Entrevista a Sofía Mazagatos de vacaciones en la Costa del Sol

"Fui una mujer muy amada"
—Imagínate frente a frente con Fernández de Caldas. ¿Qué le dirías?
—«¿Por qué me has hecho esto?»
—¿Piensas que has amado más que te han amado?
—No lo sé. En el momento en el que yo estaba fui una mujer muy amada.
—Eres consciente de eso.
—Sí. No me puedo quejar en ese sentido, sobre todo cuando la relación estaba en ese punto álgido. Pero hay veces, no sé si es el rencor, la traición…, no me puedo meter en la cabeza del hombre.
—No es lo mismo dejar a que te dejen, Sofía.
—Nuestra relación estaba ya tan deteriorada que se fue diluyendo poco a poco, y en ese sentido, quien tuvo más fuerzas ese día para decir "esto se acabó", fui yo.
—Siempre se ha dicho que en el amor hay mucho de química, pero no se habla para nada de física.
—Yo creo que el amor es un conjunto de cosas. El otro día me decía la perito calígrafa que los grandes juicios vienen por grandes amores que luego se convierten en grandes desamores.
—Un hilo muy fino separa el amor del odio.
—Y muchas veces hasta van unidos. Y cuando tú amas y arrancas una historia nunca piensas que pasados diez años te vas a ver en un Juzgado y ni te vas a saludar.
—Tu vida no es «redonda» en estos momentos.
—No. Me gustaría tener bastante más tranquilidad de la que ahora tengo y, de alguna manera, poder desarrollarme como actriz en proyectos. Hay una película por ahí que ojalá salga definitivamente. Y bueno, seguir manteniéndome como lo he hecho hasta ahora y viviendo y dejando vivir sin dejar cadáveres en el camino.
—Toda lucha generalmente suele conllevar su recompensa.
—Por eso. Espero, con lo pesada y perseverante que soy, que algún día llegue la paz y la calma a mi vida.

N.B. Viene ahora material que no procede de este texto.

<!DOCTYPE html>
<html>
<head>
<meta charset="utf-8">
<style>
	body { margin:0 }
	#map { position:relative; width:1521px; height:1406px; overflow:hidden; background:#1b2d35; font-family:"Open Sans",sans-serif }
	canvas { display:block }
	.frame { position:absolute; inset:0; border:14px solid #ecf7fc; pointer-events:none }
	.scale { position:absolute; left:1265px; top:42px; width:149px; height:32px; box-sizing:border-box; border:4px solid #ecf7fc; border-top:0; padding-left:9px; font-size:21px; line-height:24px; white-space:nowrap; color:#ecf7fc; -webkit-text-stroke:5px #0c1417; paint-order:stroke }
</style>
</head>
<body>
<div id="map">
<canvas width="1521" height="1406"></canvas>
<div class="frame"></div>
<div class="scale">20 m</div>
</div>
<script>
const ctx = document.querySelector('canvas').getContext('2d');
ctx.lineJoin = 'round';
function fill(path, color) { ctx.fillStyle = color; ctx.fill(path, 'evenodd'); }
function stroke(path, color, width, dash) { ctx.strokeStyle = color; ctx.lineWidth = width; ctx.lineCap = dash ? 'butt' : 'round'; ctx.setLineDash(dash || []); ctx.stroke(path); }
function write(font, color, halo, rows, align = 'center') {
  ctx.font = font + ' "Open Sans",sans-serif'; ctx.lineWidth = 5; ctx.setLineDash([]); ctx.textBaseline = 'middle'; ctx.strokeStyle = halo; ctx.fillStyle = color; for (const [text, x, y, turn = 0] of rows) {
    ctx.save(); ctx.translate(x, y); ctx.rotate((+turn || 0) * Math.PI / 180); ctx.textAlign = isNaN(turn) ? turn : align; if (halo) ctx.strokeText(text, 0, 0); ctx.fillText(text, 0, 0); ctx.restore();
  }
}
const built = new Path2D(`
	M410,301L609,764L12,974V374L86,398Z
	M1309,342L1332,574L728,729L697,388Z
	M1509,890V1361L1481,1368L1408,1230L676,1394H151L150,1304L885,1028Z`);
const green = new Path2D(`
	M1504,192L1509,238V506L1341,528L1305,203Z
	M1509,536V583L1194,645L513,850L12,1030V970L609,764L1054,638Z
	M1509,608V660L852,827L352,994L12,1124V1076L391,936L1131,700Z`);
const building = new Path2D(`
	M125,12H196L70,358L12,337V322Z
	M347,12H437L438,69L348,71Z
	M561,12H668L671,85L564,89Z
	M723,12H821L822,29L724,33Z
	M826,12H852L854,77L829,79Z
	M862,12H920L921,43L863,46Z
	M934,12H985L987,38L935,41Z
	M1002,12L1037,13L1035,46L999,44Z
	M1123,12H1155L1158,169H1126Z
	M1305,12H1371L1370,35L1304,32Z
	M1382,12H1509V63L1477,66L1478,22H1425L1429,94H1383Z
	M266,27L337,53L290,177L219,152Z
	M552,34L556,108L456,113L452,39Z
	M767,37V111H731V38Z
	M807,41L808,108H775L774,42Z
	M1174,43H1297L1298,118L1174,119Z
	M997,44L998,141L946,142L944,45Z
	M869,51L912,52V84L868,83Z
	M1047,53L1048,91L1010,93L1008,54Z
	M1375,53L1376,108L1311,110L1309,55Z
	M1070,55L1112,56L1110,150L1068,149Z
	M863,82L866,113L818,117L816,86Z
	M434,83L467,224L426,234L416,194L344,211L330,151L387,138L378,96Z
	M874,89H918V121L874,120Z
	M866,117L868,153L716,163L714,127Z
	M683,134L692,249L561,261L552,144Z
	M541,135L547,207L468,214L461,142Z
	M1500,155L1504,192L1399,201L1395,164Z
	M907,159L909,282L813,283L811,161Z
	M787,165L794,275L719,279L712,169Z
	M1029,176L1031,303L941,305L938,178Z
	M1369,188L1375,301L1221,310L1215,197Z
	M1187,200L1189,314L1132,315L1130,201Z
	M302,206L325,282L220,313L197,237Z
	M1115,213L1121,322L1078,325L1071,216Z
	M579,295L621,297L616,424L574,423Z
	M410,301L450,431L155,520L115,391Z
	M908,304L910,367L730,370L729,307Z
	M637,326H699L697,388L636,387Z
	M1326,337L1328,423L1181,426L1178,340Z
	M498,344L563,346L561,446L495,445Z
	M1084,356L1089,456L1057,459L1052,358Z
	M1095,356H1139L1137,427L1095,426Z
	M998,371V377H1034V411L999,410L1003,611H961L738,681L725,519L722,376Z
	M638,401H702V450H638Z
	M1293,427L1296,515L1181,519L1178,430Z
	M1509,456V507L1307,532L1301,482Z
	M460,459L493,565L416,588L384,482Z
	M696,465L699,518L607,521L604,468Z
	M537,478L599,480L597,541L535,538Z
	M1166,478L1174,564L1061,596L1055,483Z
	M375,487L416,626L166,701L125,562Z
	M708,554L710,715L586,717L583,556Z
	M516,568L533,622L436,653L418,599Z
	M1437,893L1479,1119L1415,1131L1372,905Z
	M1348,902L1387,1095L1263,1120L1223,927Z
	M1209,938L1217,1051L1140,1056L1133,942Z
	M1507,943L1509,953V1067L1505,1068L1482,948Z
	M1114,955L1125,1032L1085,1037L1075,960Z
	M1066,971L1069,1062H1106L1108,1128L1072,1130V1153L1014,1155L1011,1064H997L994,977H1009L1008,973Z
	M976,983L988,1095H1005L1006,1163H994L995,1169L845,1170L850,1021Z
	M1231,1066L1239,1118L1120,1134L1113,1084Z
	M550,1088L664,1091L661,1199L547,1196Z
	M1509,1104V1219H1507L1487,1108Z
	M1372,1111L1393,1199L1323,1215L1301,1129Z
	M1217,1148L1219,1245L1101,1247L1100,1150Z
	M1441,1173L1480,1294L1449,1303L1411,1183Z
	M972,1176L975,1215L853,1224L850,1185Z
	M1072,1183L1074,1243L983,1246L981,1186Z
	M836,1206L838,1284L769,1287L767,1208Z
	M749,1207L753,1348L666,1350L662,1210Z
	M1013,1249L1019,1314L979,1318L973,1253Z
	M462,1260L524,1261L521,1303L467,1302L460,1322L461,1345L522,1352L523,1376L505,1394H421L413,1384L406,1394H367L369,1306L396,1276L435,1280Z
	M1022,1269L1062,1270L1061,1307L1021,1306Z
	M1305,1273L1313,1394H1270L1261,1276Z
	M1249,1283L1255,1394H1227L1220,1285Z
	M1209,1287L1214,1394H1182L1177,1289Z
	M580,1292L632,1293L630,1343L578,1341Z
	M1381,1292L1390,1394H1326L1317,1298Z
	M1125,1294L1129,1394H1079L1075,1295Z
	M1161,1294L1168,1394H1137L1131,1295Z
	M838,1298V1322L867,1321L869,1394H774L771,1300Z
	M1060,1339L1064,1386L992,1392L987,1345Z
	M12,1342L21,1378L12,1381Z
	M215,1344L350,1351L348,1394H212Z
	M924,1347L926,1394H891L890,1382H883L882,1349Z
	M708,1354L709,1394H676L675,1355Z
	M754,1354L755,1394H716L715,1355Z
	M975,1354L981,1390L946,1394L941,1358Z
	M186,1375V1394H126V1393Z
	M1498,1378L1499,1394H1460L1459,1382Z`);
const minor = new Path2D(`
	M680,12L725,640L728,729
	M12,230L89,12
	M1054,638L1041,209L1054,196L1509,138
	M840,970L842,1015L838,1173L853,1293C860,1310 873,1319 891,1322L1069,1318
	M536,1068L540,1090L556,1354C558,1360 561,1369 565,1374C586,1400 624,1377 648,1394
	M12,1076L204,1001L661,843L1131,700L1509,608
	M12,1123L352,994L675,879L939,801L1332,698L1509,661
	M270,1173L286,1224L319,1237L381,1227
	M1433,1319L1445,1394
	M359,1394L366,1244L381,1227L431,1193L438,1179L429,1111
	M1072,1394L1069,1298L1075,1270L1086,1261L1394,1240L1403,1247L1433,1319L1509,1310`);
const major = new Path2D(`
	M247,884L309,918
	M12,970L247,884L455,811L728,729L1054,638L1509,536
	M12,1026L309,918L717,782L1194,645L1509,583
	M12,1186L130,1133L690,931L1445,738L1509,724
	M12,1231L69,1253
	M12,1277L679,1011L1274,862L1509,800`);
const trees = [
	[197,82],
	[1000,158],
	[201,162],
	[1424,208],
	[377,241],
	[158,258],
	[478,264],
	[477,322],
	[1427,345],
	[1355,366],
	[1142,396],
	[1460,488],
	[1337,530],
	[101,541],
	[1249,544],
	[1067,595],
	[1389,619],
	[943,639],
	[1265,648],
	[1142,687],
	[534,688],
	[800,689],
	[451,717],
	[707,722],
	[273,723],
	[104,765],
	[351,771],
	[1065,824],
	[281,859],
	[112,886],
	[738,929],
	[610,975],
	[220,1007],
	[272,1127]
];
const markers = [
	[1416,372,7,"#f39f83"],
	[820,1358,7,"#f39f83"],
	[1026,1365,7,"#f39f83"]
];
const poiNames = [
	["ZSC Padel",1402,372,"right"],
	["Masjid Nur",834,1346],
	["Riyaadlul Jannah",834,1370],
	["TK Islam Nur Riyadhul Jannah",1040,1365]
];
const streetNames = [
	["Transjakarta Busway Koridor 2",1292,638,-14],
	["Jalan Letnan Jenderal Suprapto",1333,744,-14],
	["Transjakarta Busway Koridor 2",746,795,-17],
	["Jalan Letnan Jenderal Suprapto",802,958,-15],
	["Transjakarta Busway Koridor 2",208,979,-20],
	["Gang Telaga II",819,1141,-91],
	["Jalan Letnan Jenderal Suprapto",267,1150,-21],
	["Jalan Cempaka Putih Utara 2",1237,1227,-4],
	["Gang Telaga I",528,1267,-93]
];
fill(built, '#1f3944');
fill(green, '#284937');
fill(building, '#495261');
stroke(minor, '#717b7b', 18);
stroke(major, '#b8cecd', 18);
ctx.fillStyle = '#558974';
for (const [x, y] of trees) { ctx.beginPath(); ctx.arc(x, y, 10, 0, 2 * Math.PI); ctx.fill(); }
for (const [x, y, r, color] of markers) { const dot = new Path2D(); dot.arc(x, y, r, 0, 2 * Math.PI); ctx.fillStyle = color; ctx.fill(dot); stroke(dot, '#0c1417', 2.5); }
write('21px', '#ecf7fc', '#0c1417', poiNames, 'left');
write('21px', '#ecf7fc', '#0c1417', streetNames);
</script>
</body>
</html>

"Un divorcio, pero sin haberme casado"
—Pero hoy, esto es lo que hay, Sofía.
—Lo sé, aunque hablando se entiende la gente. Mi pleito es como un divorcio, pero sin haberme casado. Que es lo duro, porque de haberme casado seguramente tendría ante la ley otra serie de prerrogativas.

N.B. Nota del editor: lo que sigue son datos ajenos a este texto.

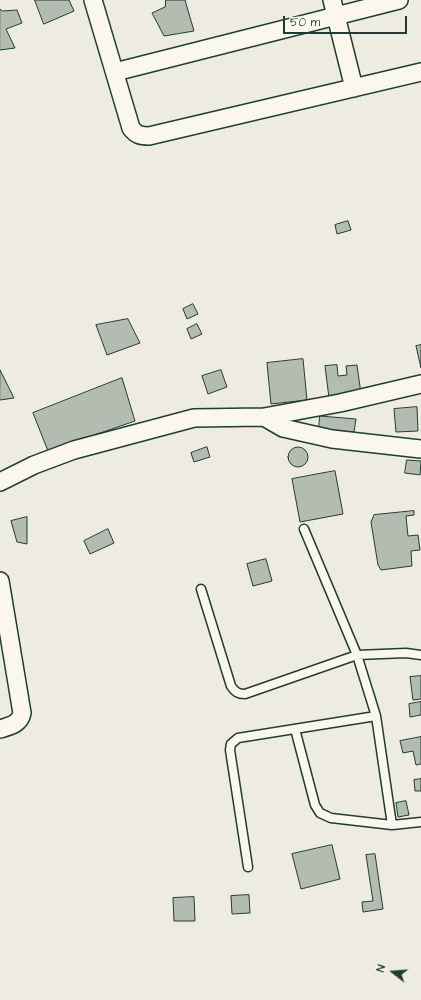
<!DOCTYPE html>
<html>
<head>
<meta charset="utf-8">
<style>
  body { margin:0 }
  #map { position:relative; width:421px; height:1000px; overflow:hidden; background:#eeece1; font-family:"Architects Daughter",sans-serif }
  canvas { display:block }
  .north { position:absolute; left:373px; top:952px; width:40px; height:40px; -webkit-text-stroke:3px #fbf7ec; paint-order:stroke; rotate:287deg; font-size:11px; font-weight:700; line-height:16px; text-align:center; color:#1f3d34 }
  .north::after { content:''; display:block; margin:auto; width:14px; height:18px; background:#1f3d34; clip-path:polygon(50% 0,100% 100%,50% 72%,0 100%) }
  .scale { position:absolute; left:283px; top:16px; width:124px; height:18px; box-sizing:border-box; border:2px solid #1f3d34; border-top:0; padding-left:5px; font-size:12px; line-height:14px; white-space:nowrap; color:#1f3d34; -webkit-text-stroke:3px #fbf7ec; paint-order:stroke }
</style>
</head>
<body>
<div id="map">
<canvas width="421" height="1000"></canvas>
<div class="north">N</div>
<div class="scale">50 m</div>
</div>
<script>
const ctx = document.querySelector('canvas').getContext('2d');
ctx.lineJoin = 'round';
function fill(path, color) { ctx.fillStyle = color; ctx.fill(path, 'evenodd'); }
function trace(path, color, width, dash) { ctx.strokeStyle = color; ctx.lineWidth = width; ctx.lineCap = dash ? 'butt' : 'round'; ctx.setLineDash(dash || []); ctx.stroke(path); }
const building = new Path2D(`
  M 35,0 L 69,0 L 74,11 L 44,24 Z
  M 166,0 L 185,0 L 194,31 L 164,36 L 152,13 L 165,7 Z
  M 0,9 L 2,11 L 17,10 L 22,23 L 6,29 L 15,48 L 0,50 Z
  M 348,221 L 351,230 L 337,234 L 335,225 Z
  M 193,304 L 198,314 L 187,319 L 183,309 Z
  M 128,319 L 140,343 L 107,355 L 96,325 Z
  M 197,324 L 202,334 L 191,339 L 187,329 Z
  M 421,345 L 421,368 L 416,346 Z
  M 303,359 L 307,400 L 271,404 L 267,363 Z
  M 337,365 L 338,376 L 347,375 L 346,366 L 357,365 L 361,394 L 329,398 L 325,366 Z
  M 0,370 L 14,398 L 0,400 Z
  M 221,370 L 227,387 L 208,394 L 202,376 Z
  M 122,378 L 135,421 L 48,451 L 33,413 Z
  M 417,407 L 418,431 L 396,432 L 394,409 Z
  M 320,416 L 356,419 L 354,432 L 319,429 Z
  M288 457a10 10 0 1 1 20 0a10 10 0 1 1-20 0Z
  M 207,447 L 210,457 L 194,462 L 191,453 Z
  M 407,460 L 421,461 L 420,475 L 405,473 Z
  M 335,471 L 343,514 L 300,522 L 292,479 Z
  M 414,511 L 414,515 L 406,516 L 408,536 L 418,535 L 420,550 L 411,551 L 412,566 L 381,570 L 378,565 L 371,522 L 374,515 Z
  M 27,517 L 27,544 L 17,542 L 11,521 Z
  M 108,529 L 114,543 L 90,554 L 84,541 Z
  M 266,559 L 272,581 L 253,586 L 247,564 Z
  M 421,676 L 421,699 L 413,700 L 410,677 Z
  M 421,702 L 421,715 L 410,717 L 409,704 Z
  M 421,737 L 421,764 L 416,765 L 413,751 L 403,753 L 400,741 Z
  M 421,779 L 421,791 L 415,791 L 414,780 Z
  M 406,801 L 409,815 L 398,817 L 396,803 Z
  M 332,845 L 340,879 L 301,889 L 292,854 Z
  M 375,854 L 383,909 L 363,912 L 362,902 L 373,901 L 366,855 Z
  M 249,895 L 250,913 L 232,914 L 231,896 Z
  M 194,897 L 195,921 L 174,921 L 173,898 Z`);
fill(building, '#b4bbb0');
trace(building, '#1f3d34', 1);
const lane = new Path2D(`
  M 304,529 L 357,655 L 376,716 L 392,825
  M 201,589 L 231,686 C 235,692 238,694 245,694 L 357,655 L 406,653 L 421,655
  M 295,729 L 315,805 L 320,813 L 331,818 L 392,825 L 421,822
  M 248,867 L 230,750 L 231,744 L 238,738 L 376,716`);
const street = new Path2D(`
  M 93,0 L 131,128 C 136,135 141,136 149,136 L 421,72
  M 332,0 L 354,88
  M 115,72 L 399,0
  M 264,417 L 283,428 L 332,439 L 421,449
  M 0,482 L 34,465 L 74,450 L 194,418 L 264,417 L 340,403 L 421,384
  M 0,581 L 22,713 C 20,724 10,726 0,729`);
trace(lane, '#1f3d34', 11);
trace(street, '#1f3d34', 20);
trace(lane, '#fbf7ec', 8);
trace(street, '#fbf7ec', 17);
</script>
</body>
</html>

—Advierto en ti un miedo a volver a compartir la vida con un hombre.
—Digamos que estoy en un momento en el que necesito estar a mi aire y con mi gente. No me paro a pensar en estos momentos una convivencia con un compromiso al cien por cien.
—Y este ha sido el motivo por el que has pospuesto tu boda.
—Exacto. No es el momento de un compromiso tan grande como es el matrimonio, aunque seguimos bien como pareja, ni tampoco me encuentro con fuerzas para preparar nada.
—Antes te referías a una película.
—Lo único que te puedo decir es que se trata de una producción canadiense y que se rodaría íntegramente entre Miami y Canadá. También estamos estudiando ofertas de publicidad, y hay proyectos para alguna serie aquí que me va a tener un poco entre España y Estados Unidos.